InsideOUT: Contemporary Bindings of Private Press Books

InsideOUT

 

Lucky me! I got my catalogue early. Another example of my motto: You Don’t Ask; You Don’t Get. To tell the truth, I asked for something totally outrageous and impossible. Sayaka Fakuda, who is doing much of the administrative work for the exhibit on behalf of Designer Bookbinders, let me down gently and offered some nice consolation prizes. One was an advance copy of the exhibit catalogue. I cannot thank her enough. It is delicious. I can’t stop looking at it. These bindings are sexy. I want to fondle them.
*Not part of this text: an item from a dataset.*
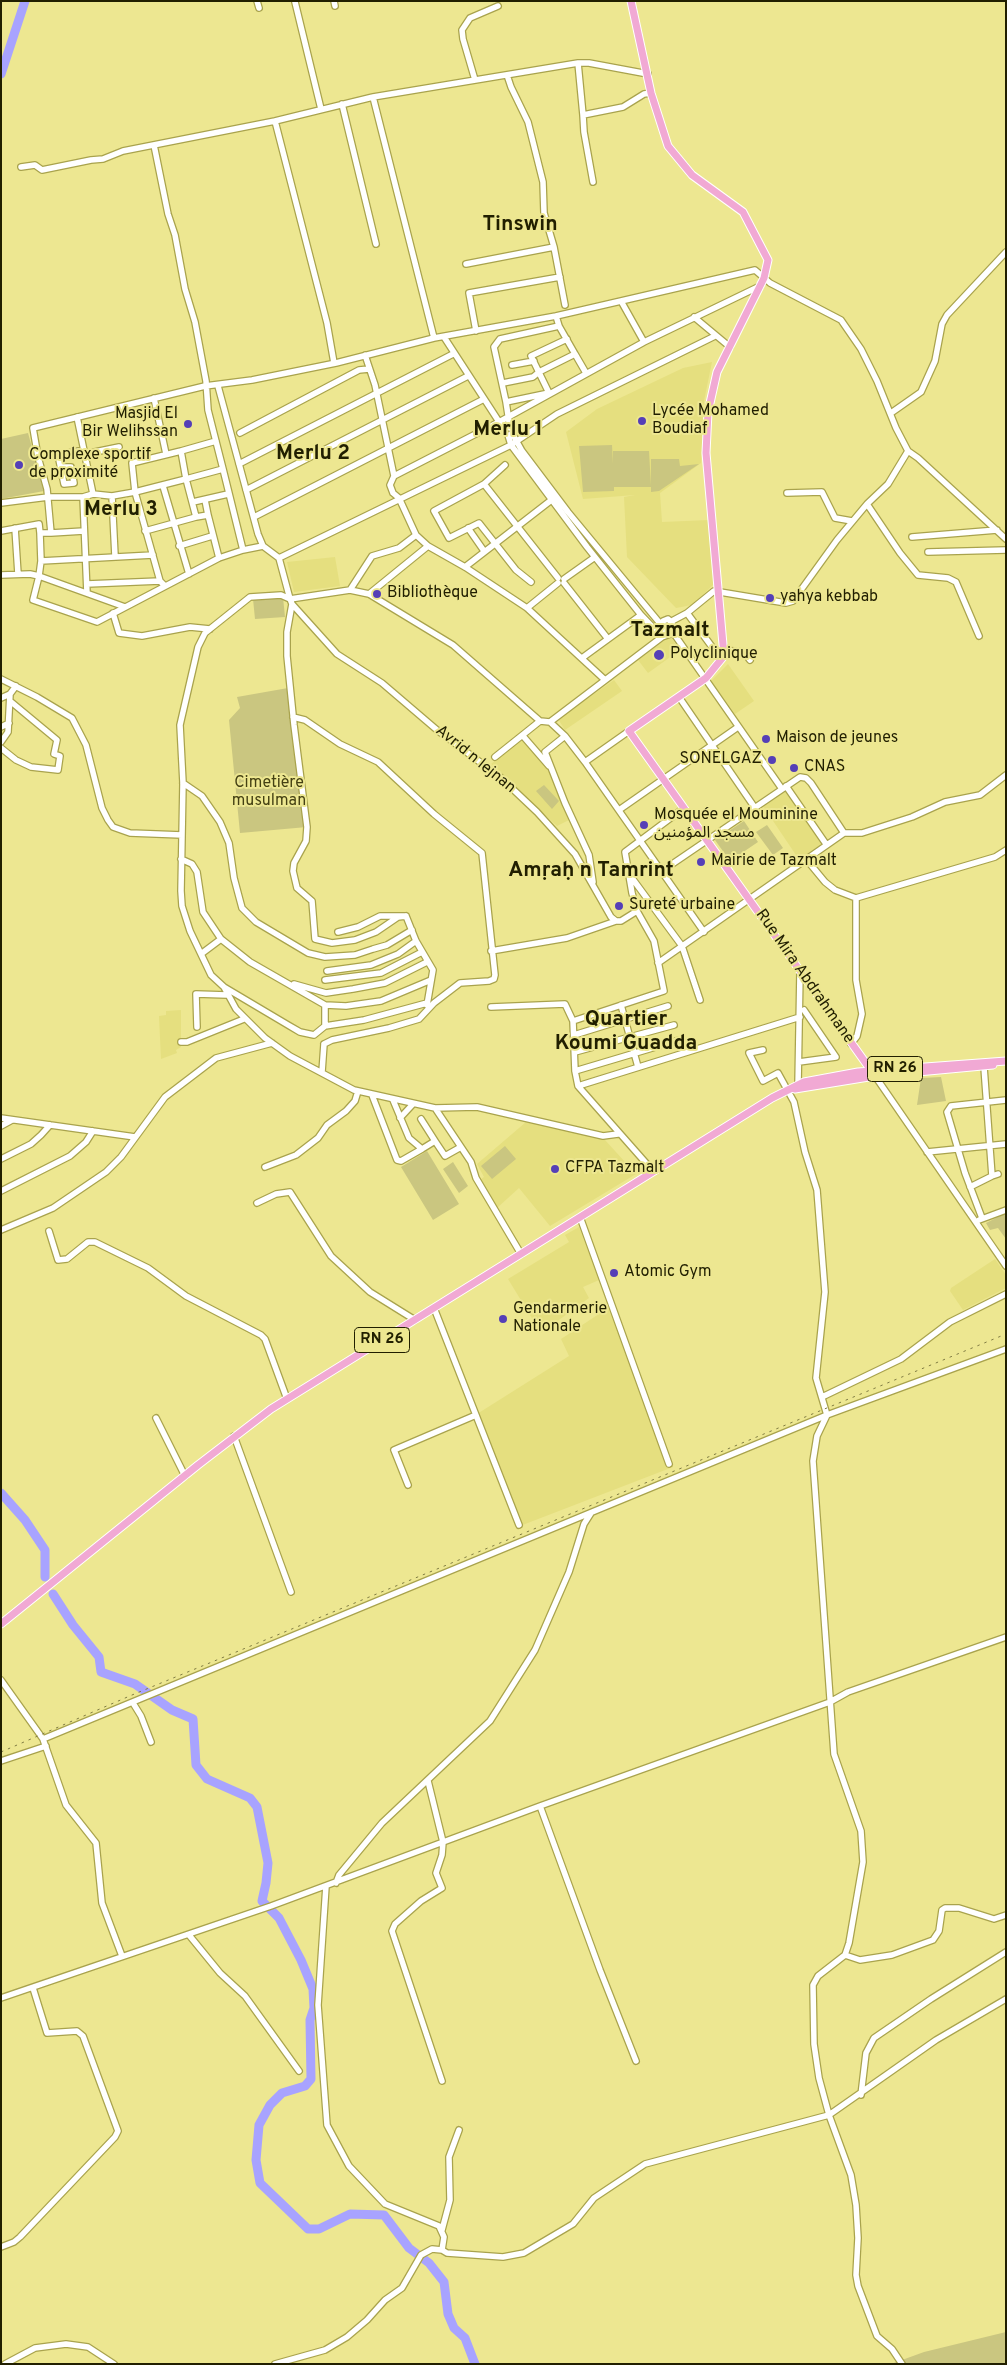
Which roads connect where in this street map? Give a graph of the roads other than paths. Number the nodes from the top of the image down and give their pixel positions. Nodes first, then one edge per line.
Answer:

So I took a leap of faith. Even though I cannot be at the collector’s preview at St. Bride’s on May 14th from 4:30-5:45, when the books can be fondled, sorry, examined, I have submitted a lottery form for a binding. That’s right. Just based on the book that was bound, two photos of the binding, and a description, I am attempting to purchase a binding by a binder whose work I have never seen in person. When I say “attempting,” I mean that it’s a lottery. If my form requesting this binding is picked out of a hat first, I get to purchase it. If another collector’s form is pulled first, with the same binding listed as first choice, I lose. Keep your fingers crossed for me. It’s the only one I want.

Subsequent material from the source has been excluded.